Canadian wheelchair curler (born 1961)

Dennis Thiessen (born April 20, 1961, in Crystal City, Manitoba) is a Canadian wheelchair curler who was part of the winning team in wheelchair curling for Canada at the 2014 Winter Paralympics. He played on the winning Canadian team at the 2013 World Wheelchair Curling Championship. He had his leg amputated following a farm accident at age seventeen. He is the only Manitoban on the team and lives in Sanford, Manitoba.

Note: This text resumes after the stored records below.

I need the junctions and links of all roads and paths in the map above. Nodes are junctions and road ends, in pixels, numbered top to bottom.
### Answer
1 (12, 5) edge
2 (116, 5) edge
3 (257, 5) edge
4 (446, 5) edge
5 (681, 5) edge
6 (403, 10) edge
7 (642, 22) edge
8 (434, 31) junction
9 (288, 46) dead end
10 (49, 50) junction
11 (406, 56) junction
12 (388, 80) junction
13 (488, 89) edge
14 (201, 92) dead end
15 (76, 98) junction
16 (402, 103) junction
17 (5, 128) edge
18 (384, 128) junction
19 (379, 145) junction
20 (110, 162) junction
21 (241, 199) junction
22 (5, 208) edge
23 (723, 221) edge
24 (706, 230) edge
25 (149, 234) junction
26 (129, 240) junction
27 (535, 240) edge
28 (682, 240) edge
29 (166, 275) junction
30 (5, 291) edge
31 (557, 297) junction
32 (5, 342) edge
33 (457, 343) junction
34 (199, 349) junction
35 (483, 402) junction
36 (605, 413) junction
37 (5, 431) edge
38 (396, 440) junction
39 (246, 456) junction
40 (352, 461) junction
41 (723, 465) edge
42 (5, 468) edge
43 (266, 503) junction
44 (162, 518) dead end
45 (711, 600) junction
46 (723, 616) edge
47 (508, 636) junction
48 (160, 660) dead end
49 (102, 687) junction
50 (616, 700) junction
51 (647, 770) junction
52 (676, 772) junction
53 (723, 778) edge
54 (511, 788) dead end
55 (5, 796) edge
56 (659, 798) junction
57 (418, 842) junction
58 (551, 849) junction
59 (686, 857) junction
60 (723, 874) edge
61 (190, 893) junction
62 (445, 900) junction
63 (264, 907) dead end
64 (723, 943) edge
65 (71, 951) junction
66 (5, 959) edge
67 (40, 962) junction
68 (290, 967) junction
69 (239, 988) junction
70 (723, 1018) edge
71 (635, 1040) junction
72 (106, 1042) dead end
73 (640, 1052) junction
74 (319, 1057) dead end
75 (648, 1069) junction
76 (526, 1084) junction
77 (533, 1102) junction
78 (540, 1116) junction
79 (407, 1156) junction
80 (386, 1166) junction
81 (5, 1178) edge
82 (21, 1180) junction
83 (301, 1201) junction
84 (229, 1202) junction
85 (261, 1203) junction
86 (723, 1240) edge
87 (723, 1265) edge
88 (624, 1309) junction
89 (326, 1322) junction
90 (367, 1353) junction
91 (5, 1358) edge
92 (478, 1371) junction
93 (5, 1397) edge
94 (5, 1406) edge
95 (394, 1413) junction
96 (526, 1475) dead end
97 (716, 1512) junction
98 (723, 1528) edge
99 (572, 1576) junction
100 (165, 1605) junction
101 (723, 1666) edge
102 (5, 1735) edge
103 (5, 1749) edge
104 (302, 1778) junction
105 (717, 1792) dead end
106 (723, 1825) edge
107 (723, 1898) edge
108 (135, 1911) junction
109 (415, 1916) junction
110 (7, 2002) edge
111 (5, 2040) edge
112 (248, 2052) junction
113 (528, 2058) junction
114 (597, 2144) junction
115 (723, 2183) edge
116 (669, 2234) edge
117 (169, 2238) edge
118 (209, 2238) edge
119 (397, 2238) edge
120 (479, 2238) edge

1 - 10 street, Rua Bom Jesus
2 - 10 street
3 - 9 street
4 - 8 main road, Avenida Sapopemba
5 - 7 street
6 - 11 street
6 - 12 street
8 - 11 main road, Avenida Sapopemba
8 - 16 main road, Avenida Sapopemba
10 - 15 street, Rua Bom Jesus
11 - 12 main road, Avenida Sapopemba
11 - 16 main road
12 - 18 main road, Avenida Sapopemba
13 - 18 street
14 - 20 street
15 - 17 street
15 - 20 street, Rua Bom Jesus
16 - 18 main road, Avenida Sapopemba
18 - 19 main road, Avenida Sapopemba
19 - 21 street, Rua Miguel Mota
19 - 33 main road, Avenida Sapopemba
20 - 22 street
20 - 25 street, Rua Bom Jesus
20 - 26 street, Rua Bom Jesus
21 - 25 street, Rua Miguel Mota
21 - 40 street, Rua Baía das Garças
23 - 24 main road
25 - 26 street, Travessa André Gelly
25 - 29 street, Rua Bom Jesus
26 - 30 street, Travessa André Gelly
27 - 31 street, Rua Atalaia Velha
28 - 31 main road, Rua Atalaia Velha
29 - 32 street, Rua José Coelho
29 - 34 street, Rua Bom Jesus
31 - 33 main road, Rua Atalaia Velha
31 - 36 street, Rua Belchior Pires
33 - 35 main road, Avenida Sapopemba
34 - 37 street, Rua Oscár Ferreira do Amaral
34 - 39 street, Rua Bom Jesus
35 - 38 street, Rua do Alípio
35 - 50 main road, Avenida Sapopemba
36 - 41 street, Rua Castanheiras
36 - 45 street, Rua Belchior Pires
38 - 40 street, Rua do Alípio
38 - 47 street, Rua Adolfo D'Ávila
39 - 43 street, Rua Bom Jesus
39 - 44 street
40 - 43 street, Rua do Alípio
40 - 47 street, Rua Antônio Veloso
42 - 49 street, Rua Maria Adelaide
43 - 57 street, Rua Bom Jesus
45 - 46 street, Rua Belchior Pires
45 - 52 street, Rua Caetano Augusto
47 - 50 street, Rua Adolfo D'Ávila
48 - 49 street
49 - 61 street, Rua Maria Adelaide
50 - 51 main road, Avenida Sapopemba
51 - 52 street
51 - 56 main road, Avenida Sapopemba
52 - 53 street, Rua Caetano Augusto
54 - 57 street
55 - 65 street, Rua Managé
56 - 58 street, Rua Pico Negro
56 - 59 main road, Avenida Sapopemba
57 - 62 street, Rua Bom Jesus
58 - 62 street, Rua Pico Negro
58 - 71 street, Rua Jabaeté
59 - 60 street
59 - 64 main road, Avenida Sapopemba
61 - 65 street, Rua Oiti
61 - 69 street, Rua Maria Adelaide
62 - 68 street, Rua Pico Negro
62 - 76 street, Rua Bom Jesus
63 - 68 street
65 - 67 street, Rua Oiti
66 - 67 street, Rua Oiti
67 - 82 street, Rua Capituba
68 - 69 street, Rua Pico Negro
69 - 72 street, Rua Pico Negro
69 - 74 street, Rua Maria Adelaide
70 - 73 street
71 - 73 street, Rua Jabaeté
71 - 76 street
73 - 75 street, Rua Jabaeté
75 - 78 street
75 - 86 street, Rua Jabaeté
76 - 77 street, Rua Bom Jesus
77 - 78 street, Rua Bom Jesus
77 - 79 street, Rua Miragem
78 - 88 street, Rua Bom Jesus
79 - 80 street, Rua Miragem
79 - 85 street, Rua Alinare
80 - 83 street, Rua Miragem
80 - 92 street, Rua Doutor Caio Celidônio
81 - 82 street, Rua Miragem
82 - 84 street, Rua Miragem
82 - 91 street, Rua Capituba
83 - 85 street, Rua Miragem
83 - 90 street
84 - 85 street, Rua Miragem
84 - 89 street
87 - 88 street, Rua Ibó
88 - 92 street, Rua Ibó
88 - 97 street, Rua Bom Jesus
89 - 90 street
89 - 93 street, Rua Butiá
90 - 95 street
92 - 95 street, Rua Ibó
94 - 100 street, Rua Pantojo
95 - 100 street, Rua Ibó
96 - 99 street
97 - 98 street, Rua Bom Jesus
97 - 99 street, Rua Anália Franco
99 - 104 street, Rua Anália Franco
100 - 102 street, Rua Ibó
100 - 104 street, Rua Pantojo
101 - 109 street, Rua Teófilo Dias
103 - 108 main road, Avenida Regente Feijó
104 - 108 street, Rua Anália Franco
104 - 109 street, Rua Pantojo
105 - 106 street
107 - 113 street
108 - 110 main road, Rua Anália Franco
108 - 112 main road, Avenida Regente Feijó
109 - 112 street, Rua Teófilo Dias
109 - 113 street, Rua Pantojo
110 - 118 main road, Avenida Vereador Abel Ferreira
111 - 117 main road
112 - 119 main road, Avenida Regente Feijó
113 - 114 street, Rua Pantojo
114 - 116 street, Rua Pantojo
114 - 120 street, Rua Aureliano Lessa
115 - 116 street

He was inducted into the Canadian Curling Hall of Fame in 2019.

== Personal ==

Thiessen was born in Crystal City, Manitoba on April 20, 1961, and now resides in Sanford, Manitoba. He is married and has 2 children. In 1978, when Thiessen was 17 years old, he had an accident in his family's farm and had lost his leg. He was suggested to give wheelchair curling a try in 2005. He said that he was really inspired by another Manitoban winter sportsperson Cindy Klassen and that she was "the ultimate professional and a great representative of Canada". He had also started the organization "Manitoba Farmers with Disabilities".

== Career ==

=== Sochi 2014 ===
At the age of 52, Thiessen has competed in his first Paralympic Games, he made the tryout two years before in 2012. After seeing the team, he said that "It was just an unbelievable feeling," Canada won the spot at the top of the podium by beating Russia 8–3. "It was an emotional high" explained Thiessen who has just won his first Paralympic Medal.